I largely agree with your argumentation. What I like about the 5DsR is that extra 3D-pop it tends to render, especially when paired with good lenses like Zeiss primes. I also very much like that the anti-aliasing filter is cancelled out as I really don't miss it and it mostly just blurs out pictures.Wow...this thread spun into name calling fast...
For me, the megapixel race was over once I hit 20-ish full frame mp and that was a long time ago. A good photo is a good photo regardless of the quantity of pixels over that particular boundary. I have no desire for a 5DSR even though I take a lot of landscapes. In my humble and probably biased opinion...anything over 24mp is koolaid and pushed by camera marketers and people who photograph walls and lens charts. Give me a well rounded and super versatile camera like a 5Dmk4 any day over a 5Dsr or what ever the latest super high mega pixel bragging monster will be. It's a bit like the frame rate argument....I've never seen the need for 14 fps either and I've shot on many wildlife workshops. Anything over 5 fps is more than adequate if one times their shot. Only the "pray and spray" shooters seem to need more. I can't see many clients choosing images because of a greater system resolution vs a great photo.
On the other hand, the resolution of displays increases (Full HD --> 4K --> soon 8K... however pointless 8K is with regards to the limits of human vision and common viewing distances, but that's another story) and cropping also occurs dependent on the type of photography we do and the motives we capture. This is where resolution becomes dear to people, especially birders and wildlife photographers I imagine. However, the utility is largely about probability of needing it versus the costs of having it. I can nothing else than fully acknowledge that even my years old 5DsR is a very niche camera, and the 5DIV is simply better for all-round photography -- unless you often face the needs to crop in or print really huge.

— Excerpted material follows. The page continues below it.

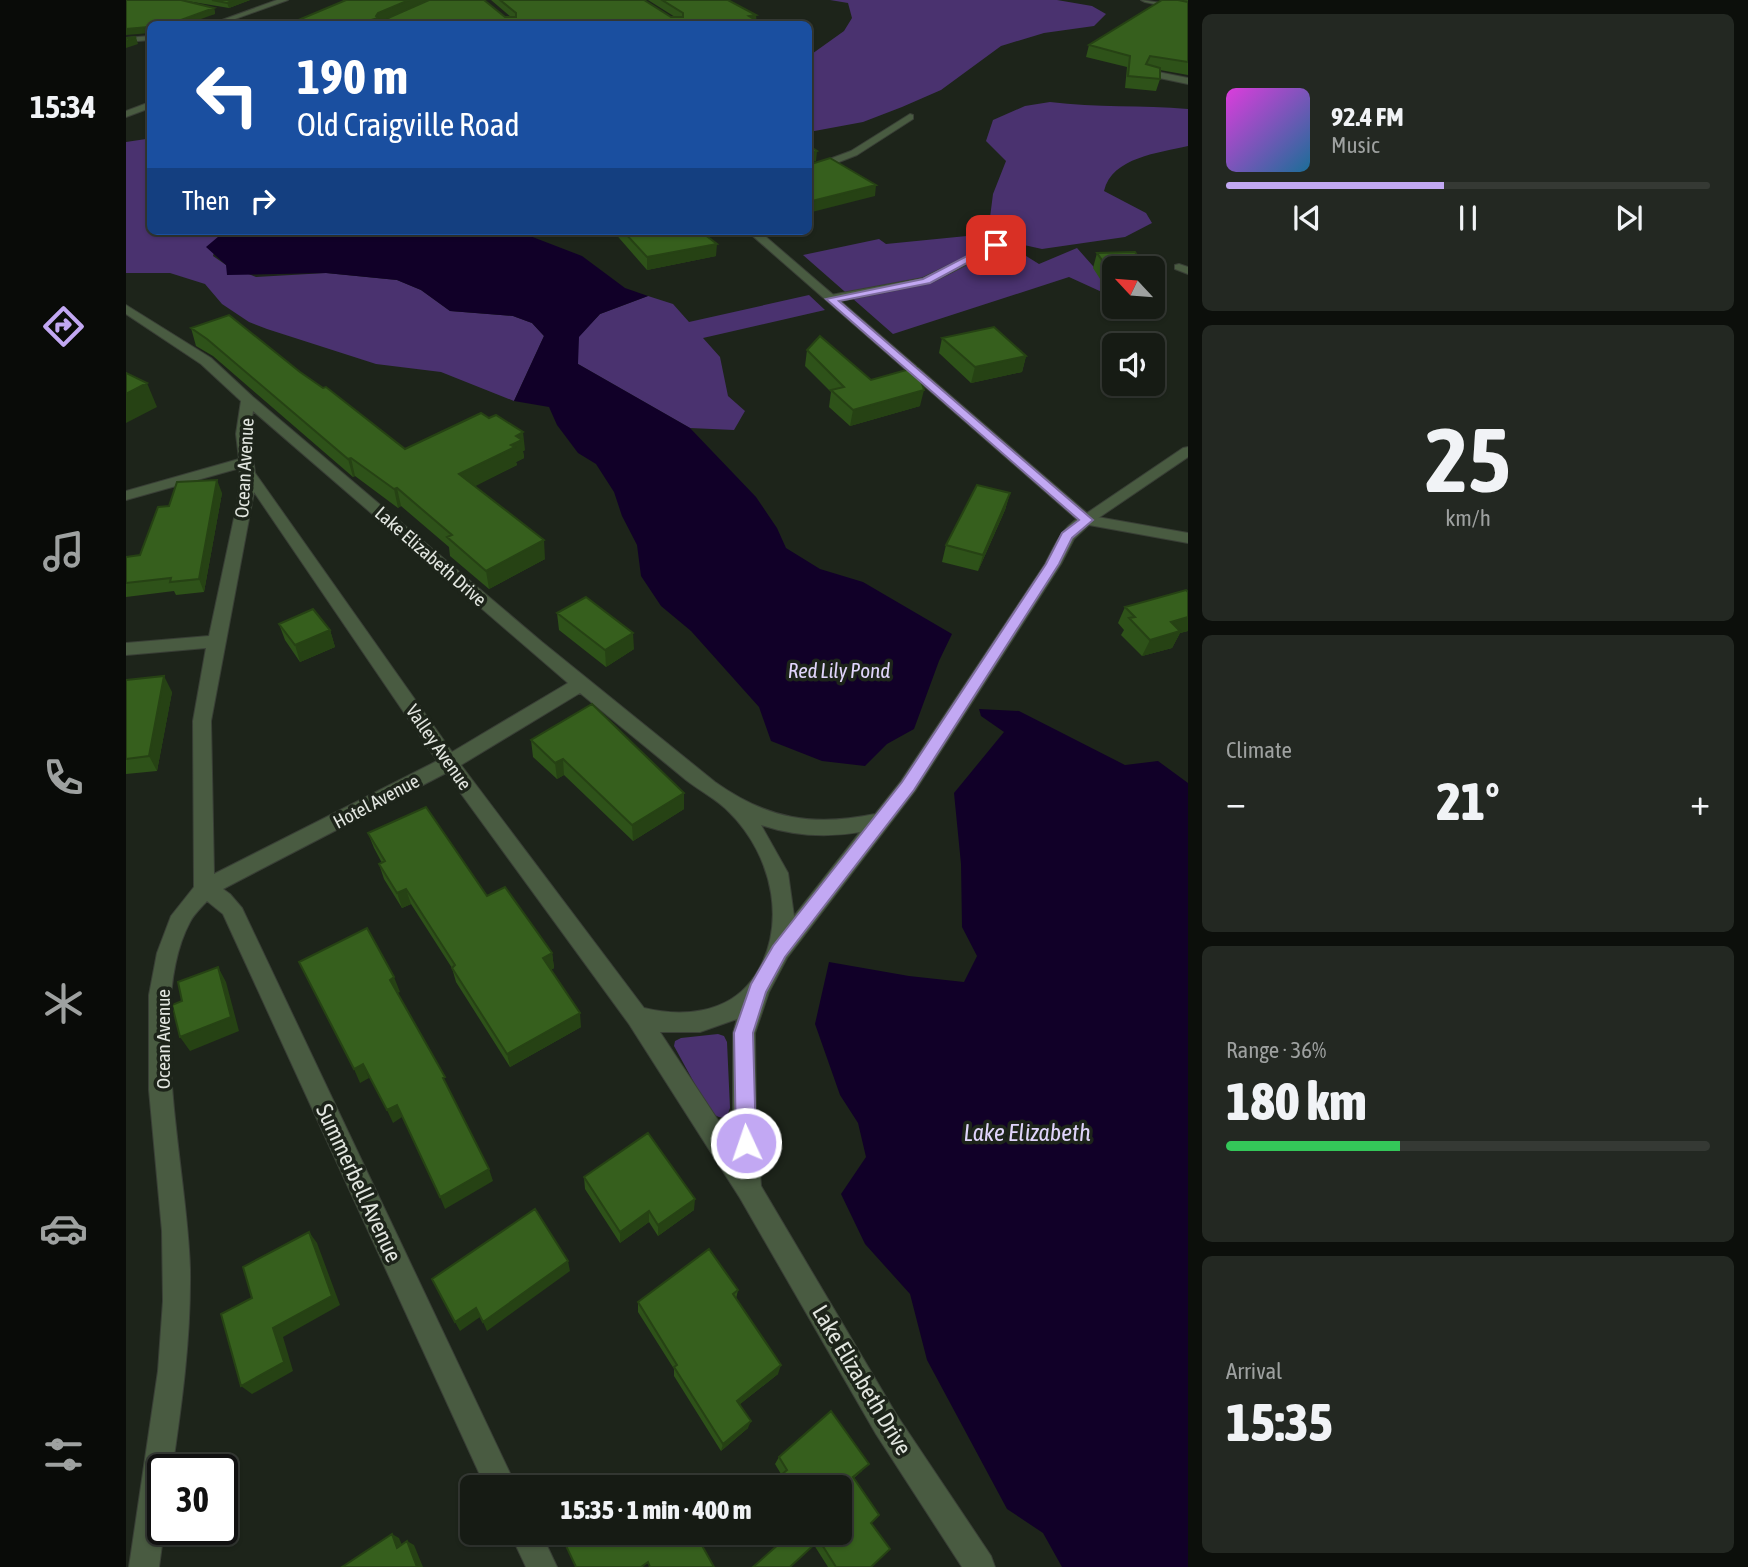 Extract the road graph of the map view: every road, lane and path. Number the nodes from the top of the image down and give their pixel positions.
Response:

EDIT: Similarly I see use of high fps for a few photographers who need that to capture the moment, the occurrence of which happens in times that fall beyond our human reflex times. I'm again thinking about bird and wildlife photographers, but also sports and such stuff where things happen very fast and spray-and-pray is the only way to reliably capture the best moments. One should keep in mind that those are all corner cases with regards to some sort of "virtual" average of photography needs.
That said, I believe there is a need for those niche features and performance levels. However, I see that all-round cameras and typical photographers will more likely be limited by baking these in just to make them look competitive on spec sheets because of all the ungrounded hype out there.